Information shown:

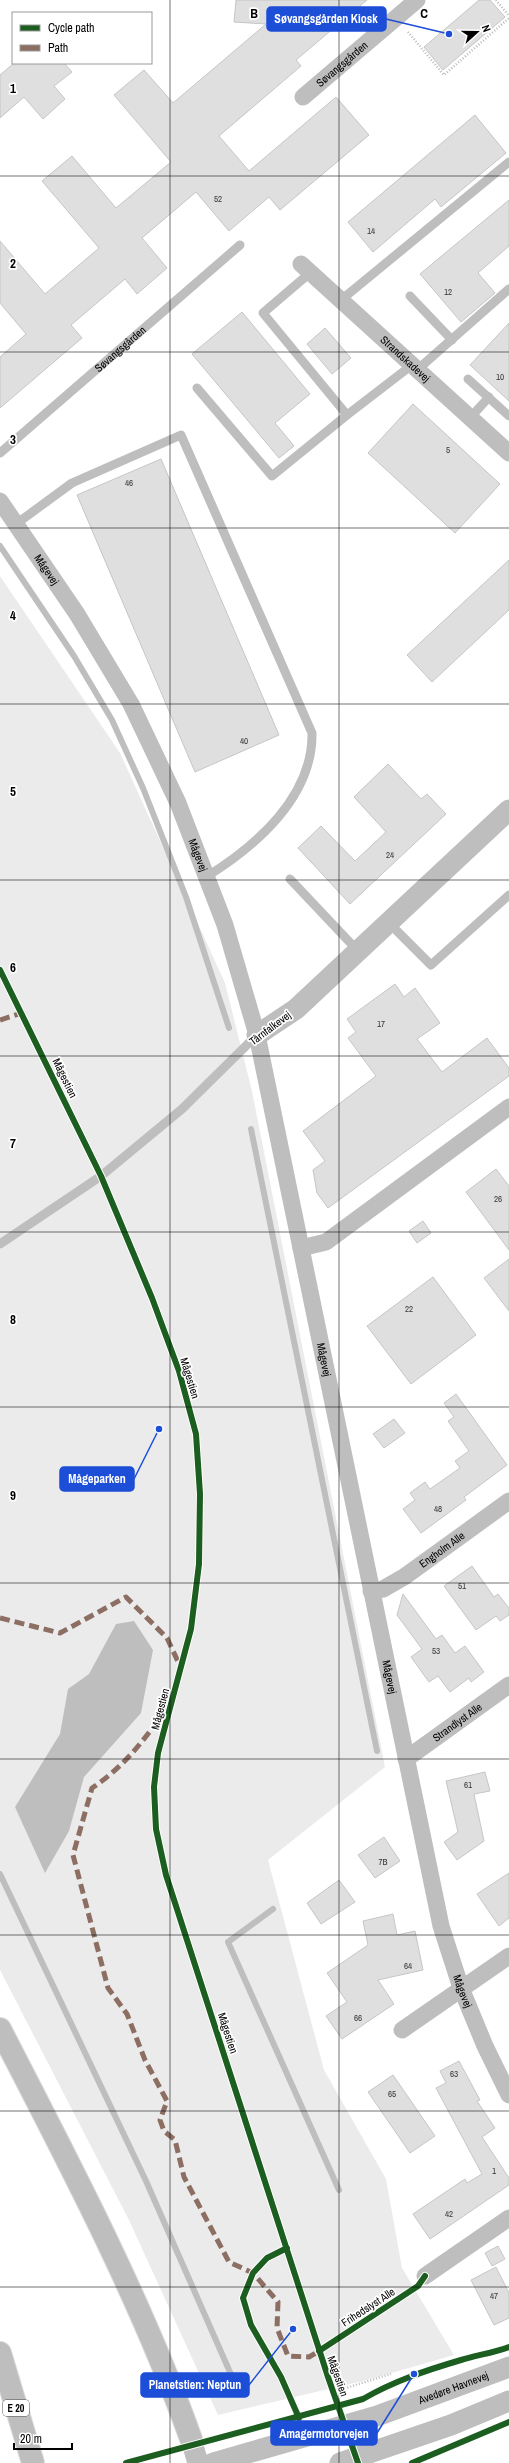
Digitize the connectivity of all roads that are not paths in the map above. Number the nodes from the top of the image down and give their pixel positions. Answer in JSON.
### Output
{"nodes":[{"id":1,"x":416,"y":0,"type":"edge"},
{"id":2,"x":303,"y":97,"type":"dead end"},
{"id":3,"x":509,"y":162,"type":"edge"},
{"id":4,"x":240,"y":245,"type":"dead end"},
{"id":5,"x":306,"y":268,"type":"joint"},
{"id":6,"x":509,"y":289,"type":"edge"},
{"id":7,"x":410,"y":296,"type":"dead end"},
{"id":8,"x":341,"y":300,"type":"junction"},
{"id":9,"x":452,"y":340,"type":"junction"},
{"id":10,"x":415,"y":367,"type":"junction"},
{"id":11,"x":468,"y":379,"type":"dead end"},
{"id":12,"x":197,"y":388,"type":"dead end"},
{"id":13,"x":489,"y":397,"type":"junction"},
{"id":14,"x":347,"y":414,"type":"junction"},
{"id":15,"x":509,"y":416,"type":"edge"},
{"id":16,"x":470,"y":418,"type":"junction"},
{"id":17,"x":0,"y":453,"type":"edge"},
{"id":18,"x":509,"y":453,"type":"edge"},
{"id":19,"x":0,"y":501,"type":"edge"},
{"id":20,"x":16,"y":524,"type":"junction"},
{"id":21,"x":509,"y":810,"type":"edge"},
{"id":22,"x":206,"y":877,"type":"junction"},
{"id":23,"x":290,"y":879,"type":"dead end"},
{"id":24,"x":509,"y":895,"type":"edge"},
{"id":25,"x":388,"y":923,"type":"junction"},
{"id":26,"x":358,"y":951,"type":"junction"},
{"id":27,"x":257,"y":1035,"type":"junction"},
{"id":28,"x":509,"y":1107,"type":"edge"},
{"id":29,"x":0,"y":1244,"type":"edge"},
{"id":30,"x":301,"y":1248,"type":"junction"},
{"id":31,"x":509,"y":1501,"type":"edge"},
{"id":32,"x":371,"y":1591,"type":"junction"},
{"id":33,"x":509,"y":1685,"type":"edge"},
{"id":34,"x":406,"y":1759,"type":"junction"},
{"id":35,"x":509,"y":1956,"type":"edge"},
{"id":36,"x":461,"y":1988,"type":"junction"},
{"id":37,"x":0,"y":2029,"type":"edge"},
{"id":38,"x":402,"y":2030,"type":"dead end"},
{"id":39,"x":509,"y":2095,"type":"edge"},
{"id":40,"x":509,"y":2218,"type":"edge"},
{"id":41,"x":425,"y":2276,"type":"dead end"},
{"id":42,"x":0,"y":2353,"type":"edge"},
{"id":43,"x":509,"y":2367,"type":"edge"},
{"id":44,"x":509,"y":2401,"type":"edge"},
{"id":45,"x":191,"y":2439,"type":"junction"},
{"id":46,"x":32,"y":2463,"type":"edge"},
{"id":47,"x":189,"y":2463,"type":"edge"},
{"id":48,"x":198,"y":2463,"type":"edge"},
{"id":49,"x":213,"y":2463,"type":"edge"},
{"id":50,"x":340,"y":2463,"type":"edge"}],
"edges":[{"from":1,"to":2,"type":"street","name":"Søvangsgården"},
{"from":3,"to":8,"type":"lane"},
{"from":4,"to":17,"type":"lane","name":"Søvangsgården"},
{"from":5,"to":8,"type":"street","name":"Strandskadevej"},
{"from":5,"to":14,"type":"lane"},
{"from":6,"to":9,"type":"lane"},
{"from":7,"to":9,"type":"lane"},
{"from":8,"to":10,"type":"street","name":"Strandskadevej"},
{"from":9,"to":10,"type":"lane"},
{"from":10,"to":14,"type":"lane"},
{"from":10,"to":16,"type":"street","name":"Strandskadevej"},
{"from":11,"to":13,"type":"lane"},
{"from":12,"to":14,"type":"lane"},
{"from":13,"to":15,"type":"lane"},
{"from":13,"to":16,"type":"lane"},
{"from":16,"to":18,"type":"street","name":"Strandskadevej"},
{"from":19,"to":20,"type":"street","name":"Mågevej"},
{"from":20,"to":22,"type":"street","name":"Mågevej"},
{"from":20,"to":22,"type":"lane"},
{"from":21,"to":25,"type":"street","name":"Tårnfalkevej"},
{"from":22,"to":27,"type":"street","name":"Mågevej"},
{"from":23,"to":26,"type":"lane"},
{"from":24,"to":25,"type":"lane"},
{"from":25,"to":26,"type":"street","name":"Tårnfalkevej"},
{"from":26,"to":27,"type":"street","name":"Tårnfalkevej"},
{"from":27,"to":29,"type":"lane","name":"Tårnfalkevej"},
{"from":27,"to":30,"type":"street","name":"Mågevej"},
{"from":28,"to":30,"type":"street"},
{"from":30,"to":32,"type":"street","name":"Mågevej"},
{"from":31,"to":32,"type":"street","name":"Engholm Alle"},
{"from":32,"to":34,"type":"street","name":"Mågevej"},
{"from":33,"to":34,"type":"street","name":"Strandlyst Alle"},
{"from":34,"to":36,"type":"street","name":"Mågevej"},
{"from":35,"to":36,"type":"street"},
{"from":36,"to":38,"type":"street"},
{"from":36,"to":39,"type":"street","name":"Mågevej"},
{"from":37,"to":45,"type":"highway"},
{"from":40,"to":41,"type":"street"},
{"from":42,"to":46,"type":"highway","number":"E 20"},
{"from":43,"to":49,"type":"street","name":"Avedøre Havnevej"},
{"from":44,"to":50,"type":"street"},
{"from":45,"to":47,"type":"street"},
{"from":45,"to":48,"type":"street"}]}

Task statement:
Each line in the material above that mentions the word "Mågevej" must be copied.

Written response:
{"from":19,"to":20,"type":"street","name":"Mågevej"},
{"from":20,"to":22,"type":"street","name":"Mågevej"},
{"from":22,"to":27,"type":"street","name":"Mågevej"},
{"from":27,"to":30,"type":"street","name":"Mågevej"},
{"from":30,"to":32,"type":"street","name":"Mågevej"},
{"from":32,"to":34,"type":"street","name":"Mågevej"},
{"from":34,"to":36,"type":"street","name":"Mågevej"},
{"from":36,"to":39,"type":"street","name":"Mågevej"},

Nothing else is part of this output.